**Your goal**
Print out all of the records exactly; no picture belongs in the result.

◇ ◇ ◇ ◇ ◇

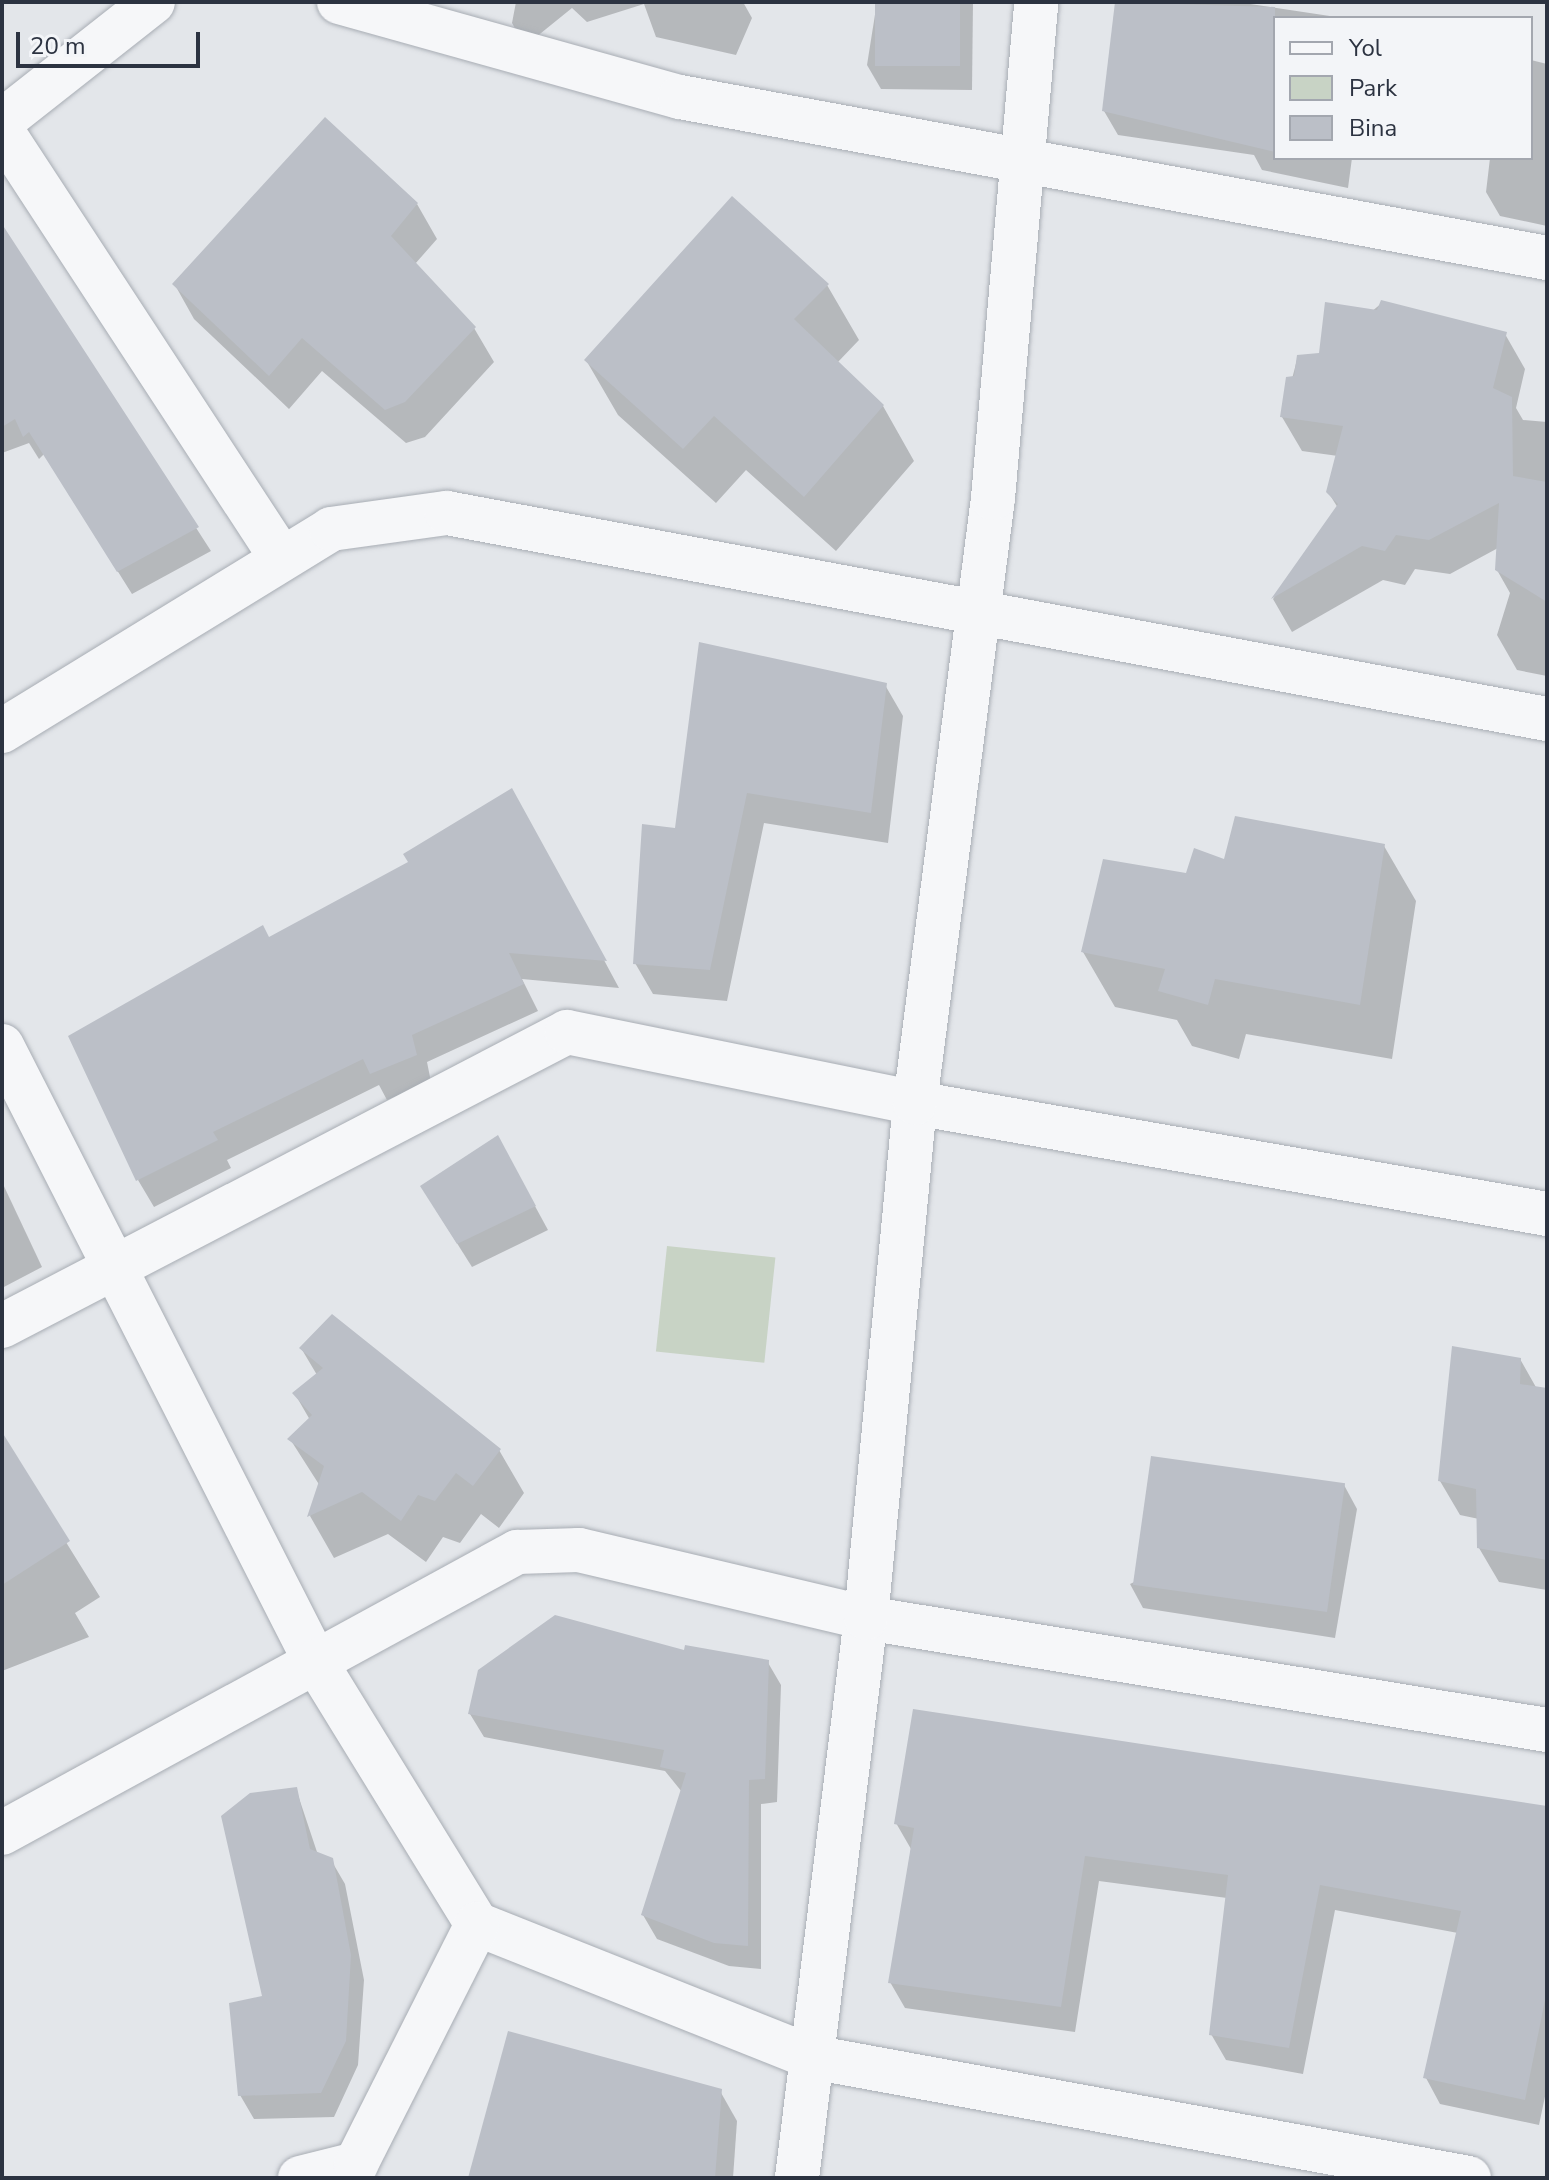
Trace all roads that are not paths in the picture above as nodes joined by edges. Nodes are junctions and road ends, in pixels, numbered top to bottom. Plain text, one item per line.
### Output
1 (153, 2) edge
2 (339, 2) edge
3 (1036, 2) edge
4 (2, 121) edge
5 (2, 131) edge
6 (1022, 159) junction
7 (1547, 258) edge
8 (282, 559) junction
9 (979, 615) junction
10 (1547, 719) edge
11 (2, 731) edge
12 (2, 1046) edge
13 (915, 1103) junction
14 (1547, 1214) edge
15 (117, 1266) junction
16 (2, 1326) edge
17 (866, 1618) junction
18 (315, 1661) junction
19 (1547, 1730) edge
20 (2, 1833) edge
21 (477, 1924) junction
22 (812, 2057) junction
23 (300, 2178) edge
24 (797, 2178) edge
25 (1469, 2178) edge

1 - 4 street
2 - 6 street
3 - 6 street
5 - 8 street
6 - 7 street
6 - 9 street
8 - 9 street
8 - 11 street
9 - 10 street
9 - 13 street
12 - 15 street
13 - 14 street
13 - 15 street
13 - 17 street
15 - 16 street
15 - 18 street
17 - 18 street
17 - 19 street
17 - 22 street
18 - 20 street
18 - 21 street
21 - 22 street
21 - 23 street
22 - 24 street
22 - 25 street

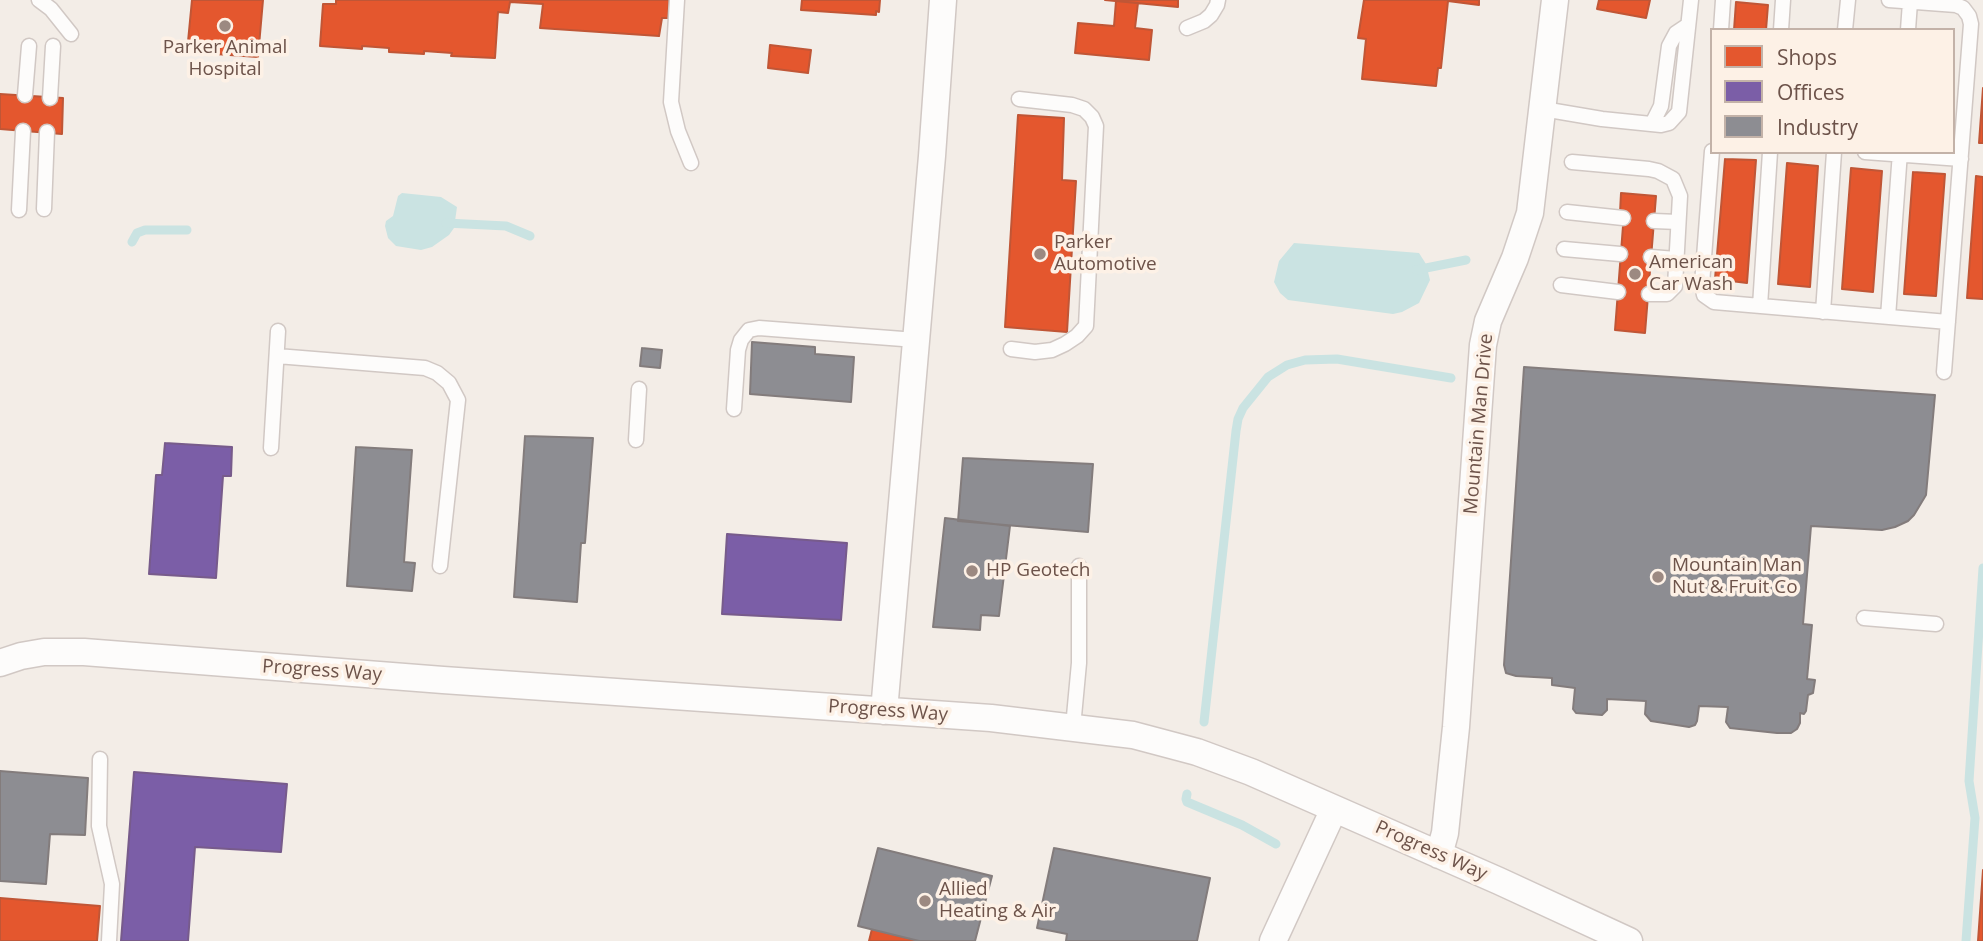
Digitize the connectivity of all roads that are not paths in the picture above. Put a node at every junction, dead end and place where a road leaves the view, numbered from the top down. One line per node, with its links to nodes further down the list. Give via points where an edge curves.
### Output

◇ ◇ ◇ ◇ ◇

**Written solution**
Trace all roads that are not paths in the picture above as nodes joined by edges. Nodes are junctions and road ends, in pixels, numbered top to bottom. Plain text, one item per line.
### Output
1 (153, 2) edge
2 (339, 2) edge
3 (1036, 2) edge
4 (2, 121) edge
5 (2, 131) edge
6 (1022, 159) junction
7 (1547, 258) edge
8 (282, 559) junction
9 (979, 615) junction
10 (1547, 719) edge
11 (2, 731) edge
12 (2, 1046) edge
13 (915, 1103) junction
14 (1547, 1214) edge
15 (117, 1266) junction
16 (2, 1326) edge
17 (866, 1618) junction
18 (315, 1661) junction
19 (1547, 1730) edge
20 (2, 1833) edge
21 (477, 1924) junction
22 (812, 2057) junction
23 (300, 2178) edge
24 (797, 2178) edge
25 (1469, 2178) edge

1 - 4 street
2 - 6 street
3 - 6 street
5 - 8 street
6 - 7 street
6 - 9 street
8 - 9 street
8 - 11 street
9 - 10 street
9 - 13 street
12 - 15 street
13 - 14 street
13 - 15 street
13 - 17 street
15 - 16 street
15 - 18 street
17 - 18 street
17 - 19 street
17 - 22 street
18 - 20 street
18 - 21 street
21 - 22 street
21 - 23 street
22 - 24 street
22 - 25 street

Digitize the connectivity of all roads that are not paths in the picture above. Put a node at every junction, dead end and place where a road leaves the view, numbered from the top down. One line per node, with its links to nodes further down the list. Give via points where an edge curves.
### Output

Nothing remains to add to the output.